At a festival at Moore Park, watching one of my favourite bands, Linkin Park, a guy behind me thought it was ok to keep grabbing my ass, or putting his hand between my legs, while we were standing there. At first I just thought, ‘I’m at a concert, people are constantly running into each other’, but no matter how many times I batted him away, he kept going. Eventually I turned around and grabbed his had and asked him what the hell he thought he was doing. A girl next to me asked me if he had been touching me, because he had been doing the same to her. A couple of guys around us started sticking up for us and he crept away. I am sure he just went to find someone else to prey on.

At another live show at the Enmore Theatre watching the Living End, a drunk guy that could barely stand decided I would be a good person to talk to while we waited for the band to come on. His face was right in mine while he slurred something at me and before I knew it, his hand was up my shirt. I shoved him out of the way and he fell. I moved myself near security guards so I felt safer. Sure, he was absolutely hammered and probably had no idea what was happening. Is it an excuse? Hell no.

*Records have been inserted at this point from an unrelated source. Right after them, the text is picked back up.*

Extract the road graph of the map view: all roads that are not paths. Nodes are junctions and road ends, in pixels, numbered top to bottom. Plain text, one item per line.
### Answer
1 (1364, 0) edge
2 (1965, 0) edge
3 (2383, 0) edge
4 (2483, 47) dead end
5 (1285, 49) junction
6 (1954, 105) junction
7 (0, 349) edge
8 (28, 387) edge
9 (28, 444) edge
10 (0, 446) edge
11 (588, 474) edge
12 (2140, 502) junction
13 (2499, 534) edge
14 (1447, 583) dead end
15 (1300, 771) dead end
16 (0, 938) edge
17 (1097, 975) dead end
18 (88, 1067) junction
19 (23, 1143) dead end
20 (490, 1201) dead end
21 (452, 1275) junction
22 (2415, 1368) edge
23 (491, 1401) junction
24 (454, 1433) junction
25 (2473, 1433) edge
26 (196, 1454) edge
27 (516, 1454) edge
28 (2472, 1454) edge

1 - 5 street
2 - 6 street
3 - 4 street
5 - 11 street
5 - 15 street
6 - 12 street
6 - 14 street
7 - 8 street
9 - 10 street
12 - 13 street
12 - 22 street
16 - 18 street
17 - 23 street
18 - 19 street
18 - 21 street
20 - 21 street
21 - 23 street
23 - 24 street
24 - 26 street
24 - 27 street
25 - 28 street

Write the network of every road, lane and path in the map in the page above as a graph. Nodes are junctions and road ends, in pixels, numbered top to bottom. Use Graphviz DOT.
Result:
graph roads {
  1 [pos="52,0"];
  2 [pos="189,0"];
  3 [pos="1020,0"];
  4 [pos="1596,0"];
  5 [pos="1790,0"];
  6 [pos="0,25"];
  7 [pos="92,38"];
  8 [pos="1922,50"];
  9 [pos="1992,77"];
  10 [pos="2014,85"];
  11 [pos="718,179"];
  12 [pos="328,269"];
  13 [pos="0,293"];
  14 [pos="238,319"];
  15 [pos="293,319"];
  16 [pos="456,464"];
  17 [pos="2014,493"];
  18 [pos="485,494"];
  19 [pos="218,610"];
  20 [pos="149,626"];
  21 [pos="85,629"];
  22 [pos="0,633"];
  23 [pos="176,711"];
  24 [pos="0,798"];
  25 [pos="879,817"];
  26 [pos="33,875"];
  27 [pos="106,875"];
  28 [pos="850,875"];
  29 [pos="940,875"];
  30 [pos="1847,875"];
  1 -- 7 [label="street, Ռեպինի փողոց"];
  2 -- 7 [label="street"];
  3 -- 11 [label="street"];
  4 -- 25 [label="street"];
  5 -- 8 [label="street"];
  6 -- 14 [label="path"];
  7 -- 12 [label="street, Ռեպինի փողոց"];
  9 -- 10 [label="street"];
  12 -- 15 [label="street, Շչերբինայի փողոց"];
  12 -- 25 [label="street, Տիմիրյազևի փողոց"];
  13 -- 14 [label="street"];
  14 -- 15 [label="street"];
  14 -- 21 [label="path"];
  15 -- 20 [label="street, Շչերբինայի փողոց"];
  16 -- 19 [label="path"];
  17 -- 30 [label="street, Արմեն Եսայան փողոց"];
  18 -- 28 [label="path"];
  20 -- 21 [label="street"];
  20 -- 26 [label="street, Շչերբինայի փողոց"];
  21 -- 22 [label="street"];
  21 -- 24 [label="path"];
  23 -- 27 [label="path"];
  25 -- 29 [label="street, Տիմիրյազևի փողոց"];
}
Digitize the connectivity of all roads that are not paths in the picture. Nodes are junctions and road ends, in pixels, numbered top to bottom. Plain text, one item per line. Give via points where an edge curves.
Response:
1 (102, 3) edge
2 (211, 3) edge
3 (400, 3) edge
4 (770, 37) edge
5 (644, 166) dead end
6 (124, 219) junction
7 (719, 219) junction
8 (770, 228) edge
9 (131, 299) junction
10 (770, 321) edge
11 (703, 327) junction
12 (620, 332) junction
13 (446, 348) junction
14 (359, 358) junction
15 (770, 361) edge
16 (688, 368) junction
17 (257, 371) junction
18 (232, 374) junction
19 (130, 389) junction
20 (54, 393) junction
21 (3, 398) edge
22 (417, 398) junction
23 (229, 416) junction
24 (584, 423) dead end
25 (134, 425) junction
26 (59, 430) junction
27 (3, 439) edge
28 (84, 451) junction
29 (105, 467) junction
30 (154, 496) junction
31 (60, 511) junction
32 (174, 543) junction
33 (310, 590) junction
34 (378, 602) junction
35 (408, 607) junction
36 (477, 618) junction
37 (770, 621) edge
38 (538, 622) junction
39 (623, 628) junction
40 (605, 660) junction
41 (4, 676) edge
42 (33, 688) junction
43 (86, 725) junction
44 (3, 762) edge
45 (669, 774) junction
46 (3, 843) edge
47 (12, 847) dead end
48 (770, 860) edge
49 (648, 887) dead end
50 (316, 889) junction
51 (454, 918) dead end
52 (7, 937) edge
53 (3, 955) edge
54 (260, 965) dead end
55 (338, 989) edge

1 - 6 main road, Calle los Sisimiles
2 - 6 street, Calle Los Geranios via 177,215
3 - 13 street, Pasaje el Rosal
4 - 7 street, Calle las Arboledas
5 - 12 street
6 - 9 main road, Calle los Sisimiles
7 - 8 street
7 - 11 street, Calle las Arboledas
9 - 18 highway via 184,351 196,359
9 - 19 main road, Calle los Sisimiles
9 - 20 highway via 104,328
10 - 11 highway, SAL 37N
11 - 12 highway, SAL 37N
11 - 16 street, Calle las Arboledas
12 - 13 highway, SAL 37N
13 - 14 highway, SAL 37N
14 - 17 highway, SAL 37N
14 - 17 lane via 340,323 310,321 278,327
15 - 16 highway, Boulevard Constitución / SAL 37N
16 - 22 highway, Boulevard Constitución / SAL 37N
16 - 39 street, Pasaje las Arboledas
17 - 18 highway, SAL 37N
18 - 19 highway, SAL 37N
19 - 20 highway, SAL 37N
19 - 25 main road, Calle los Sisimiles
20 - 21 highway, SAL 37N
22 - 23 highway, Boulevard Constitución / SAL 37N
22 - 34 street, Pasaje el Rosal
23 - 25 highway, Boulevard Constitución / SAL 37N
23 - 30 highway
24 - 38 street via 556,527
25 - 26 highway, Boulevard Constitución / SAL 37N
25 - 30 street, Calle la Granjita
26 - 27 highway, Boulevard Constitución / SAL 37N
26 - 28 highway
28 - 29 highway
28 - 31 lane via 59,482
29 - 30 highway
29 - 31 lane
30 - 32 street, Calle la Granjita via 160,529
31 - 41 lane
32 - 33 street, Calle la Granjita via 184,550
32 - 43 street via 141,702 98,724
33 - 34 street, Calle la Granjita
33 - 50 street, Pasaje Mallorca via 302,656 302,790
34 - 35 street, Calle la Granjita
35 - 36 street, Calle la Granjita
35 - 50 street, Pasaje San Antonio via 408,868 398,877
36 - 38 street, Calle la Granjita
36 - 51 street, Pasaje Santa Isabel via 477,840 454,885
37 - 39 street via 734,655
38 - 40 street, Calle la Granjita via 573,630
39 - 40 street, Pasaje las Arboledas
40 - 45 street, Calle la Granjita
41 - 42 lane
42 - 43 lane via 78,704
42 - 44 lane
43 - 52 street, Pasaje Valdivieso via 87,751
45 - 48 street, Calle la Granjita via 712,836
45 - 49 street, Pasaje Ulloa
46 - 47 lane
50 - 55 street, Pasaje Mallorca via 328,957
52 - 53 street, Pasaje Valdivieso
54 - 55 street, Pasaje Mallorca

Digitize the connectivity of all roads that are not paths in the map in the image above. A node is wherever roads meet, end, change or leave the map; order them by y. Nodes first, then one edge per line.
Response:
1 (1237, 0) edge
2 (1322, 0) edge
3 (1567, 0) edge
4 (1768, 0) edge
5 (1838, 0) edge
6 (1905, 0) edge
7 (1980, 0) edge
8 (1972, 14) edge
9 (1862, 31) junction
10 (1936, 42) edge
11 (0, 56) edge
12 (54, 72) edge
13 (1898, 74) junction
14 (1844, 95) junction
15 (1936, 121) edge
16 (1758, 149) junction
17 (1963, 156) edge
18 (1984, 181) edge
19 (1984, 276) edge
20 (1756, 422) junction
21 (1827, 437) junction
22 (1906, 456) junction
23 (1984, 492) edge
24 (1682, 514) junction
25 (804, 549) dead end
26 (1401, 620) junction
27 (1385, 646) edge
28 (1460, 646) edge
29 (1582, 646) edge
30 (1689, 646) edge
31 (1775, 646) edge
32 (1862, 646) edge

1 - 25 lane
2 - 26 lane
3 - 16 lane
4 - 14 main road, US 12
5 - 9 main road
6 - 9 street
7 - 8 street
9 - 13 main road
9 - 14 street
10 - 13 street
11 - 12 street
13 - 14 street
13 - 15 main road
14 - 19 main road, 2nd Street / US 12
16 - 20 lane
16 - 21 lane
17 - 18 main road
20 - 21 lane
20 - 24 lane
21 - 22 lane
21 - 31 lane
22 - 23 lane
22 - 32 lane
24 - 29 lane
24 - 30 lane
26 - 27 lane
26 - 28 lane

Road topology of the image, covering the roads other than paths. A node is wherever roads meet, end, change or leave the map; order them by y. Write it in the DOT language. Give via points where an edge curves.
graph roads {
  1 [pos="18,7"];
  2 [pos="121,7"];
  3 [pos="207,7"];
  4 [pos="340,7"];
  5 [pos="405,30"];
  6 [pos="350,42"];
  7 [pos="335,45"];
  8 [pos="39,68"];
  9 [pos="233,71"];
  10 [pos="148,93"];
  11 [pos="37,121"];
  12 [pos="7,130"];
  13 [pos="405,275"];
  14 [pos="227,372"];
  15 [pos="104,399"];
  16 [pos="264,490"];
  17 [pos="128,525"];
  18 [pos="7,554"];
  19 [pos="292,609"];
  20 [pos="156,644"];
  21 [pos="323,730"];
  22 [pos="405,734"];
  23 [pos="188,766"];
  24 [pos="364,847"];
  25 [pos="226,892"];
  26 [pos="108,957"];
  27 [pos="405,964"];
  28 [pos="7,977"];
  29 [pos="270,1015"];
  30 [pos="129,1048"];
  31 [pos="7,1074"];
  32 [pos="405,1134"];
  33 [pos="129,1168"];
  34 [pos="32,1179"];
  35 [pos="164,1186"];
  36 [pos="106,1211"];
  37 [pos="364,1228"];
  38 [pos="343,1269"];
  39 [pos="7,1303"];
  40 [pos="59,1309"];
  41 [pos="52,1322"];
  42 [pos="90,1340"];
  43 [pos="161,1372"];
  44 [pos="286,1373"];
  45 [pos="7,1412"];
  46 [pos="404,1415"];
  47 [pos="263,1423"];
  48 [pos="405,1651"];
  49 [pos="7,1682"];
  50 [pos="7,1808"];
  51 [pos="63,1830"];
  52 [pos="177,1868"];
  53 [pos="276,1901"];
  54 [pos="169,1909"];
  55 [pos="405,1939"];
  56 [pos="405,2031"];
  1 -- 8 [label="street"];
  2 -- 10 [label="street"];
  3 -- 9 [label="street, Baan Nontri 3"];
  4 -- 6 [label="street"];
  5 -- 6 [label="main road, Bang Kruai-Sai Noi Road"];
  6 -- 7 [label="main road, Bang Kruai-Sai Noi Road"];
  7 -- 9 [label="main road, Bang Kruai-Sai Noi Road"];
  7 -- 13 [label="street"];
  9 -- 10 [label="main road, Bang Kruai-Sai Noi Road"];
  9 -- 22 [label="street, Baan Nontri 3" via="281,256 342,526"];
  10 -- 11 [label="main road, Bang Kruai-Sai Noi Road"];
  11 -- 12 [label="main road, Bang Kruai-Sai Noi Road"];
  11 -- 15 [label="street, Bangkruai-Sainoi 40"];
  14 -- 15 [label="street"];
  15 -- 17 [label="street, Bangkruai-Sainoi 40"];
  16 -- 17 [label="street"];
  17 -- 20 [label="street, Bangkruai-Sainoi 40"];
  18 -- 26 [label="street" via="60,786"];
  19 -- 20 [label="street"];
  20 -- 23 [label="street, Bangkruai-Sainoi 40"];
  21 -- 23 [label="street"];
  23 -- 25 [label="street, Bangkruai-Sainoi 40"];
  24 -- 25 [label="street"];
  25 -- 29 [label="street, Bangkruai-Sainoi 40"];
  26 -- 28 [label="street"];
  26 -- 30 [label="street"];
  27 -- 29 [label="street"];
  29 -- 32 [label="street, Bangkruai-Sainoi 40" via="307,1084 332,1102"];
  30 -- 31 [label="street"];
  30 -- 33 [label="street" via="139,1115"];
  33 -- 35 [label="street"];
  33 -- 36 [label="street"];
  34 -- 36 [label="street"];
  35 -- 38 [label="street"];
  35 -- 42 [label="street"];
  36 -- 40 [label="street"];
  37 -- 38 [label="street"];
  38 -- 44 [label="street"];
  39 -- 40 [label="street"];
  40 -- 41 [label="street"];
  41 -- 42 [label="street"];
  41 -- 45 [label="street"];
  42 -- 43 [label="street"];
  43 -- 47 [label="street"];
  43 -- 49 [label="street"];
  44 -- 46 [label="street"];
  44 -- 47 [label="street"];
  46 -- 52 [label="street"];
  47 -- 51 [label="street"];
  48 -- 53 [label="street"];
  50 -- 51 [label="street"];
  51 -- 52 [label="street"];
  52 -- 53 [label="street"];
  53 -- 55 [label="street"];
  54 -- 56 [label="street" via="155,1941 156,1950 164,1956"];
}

I may have gotten apologies, or gotten away from the harassment and had a good night. I’m not that girl that will march down a street with banners, chanting demands. I also don’t believe in a witch hunt. I will however not condone anyone harassing or assaulting ANYONE. I want to be able to go out and not worry that someone feels like they might have the right to make me feel uncomfortable or unsafe. Whether that be at work, at home, or while I am out. I might be quiet, but I will speak or act out when I need to.